Neither of those answers addresses the structural problem. ICHRAs offload it onto workers who have less information and less leverage than their employers do. Taxing employer coverage reduces the cost of the benefit to the federal government, not the cost of the underlying medical bills. Both paths leave the TPA stack intact and accelerate the timeline on which employers either move on their own or get moved on. The only path that actually addresses the cost curve is the one where employers take operational ownership of the data, the contracting, and the adjudication, and the window for doing that on their own terms, rather than under federal duress, is open right now and is closing fast.

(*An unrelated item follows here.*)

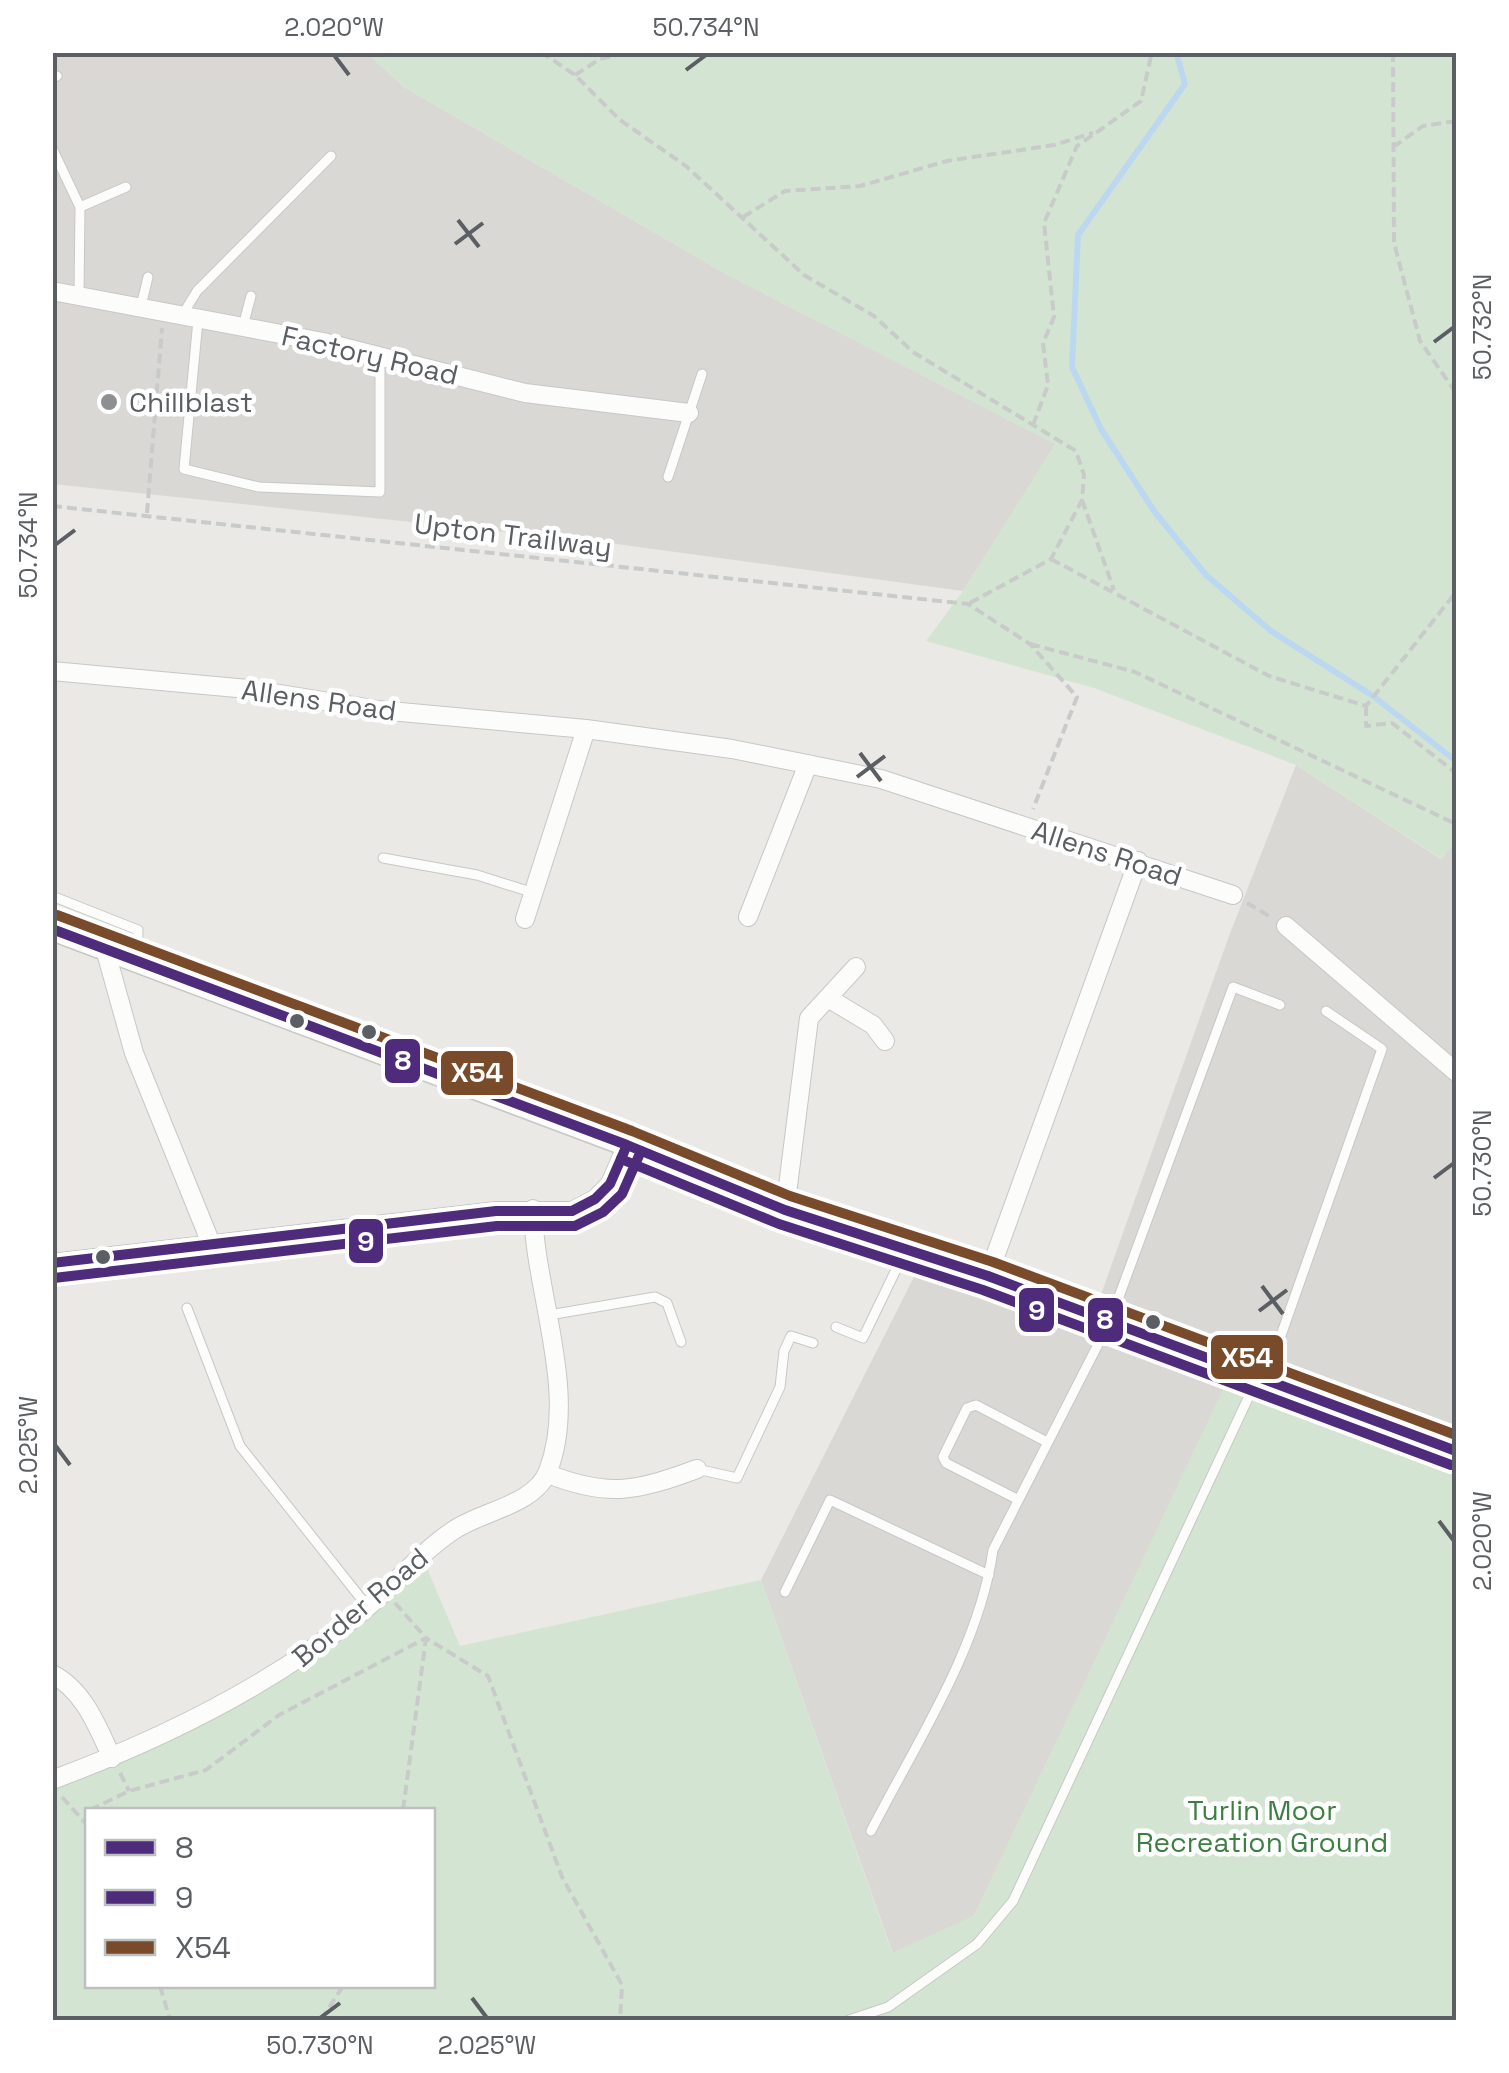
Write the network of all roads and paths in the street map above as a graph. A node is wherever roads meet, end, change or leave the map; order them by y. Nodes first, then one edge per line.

What waking up actually looks like
A self-insured employer that acts on this in the next five years has an HR and benefits organization that looks materially different from today's. The team is smaller in headcount but deeper in expertise, including a claims data analyst who would have lived in an actuarial consultancy five years ago, an in-house clinical pharmacist who manages the pharmacy spend the PBM cannot or will not, and a benefits engineer (a role that does not yet have a standard title) who owns the integration between the claims feed, the provider directory, and the prior authorization rails. The TPA contract has been narrowed, not terminated. The TPA still handles run-of-the-mill claims adjudication on a transactional basis, but it does so on top of a data layer the employer owns, with contractual obligations to expose the adjudication trace in real time. Direct contracts with provider organizations handle a meaningful share of the high-volume, high-stakes procedures, and the local employer coalition is bidding the technology stack collectively. Per-employee spend growth has decoupled from premium growth in the rest of the market. Wage growth has resumed in the employee population. The benefit is more generous in the places that matter (mental health, primary care, complex care navigation) and tighter in the places that do not.
That picture is not a forecast or an aspiration. It is what the early movers already look like, and it is what the founders building the infrastructure layer for this market (myself included) are building toward. The reforms in the academic literature are useful but downstream of the actual thesis, which is that self-insured employers control the largest unmanaged purchasing block in American healthcare, and the next decade will be defined by whether they keep delegating that purchasing to entities whose business model depends on it growing. The employers who internalize that shift will spend the next decade on a different cost trajectory than the ones who do not, and the difference will show up first in worker wages and then in everything else.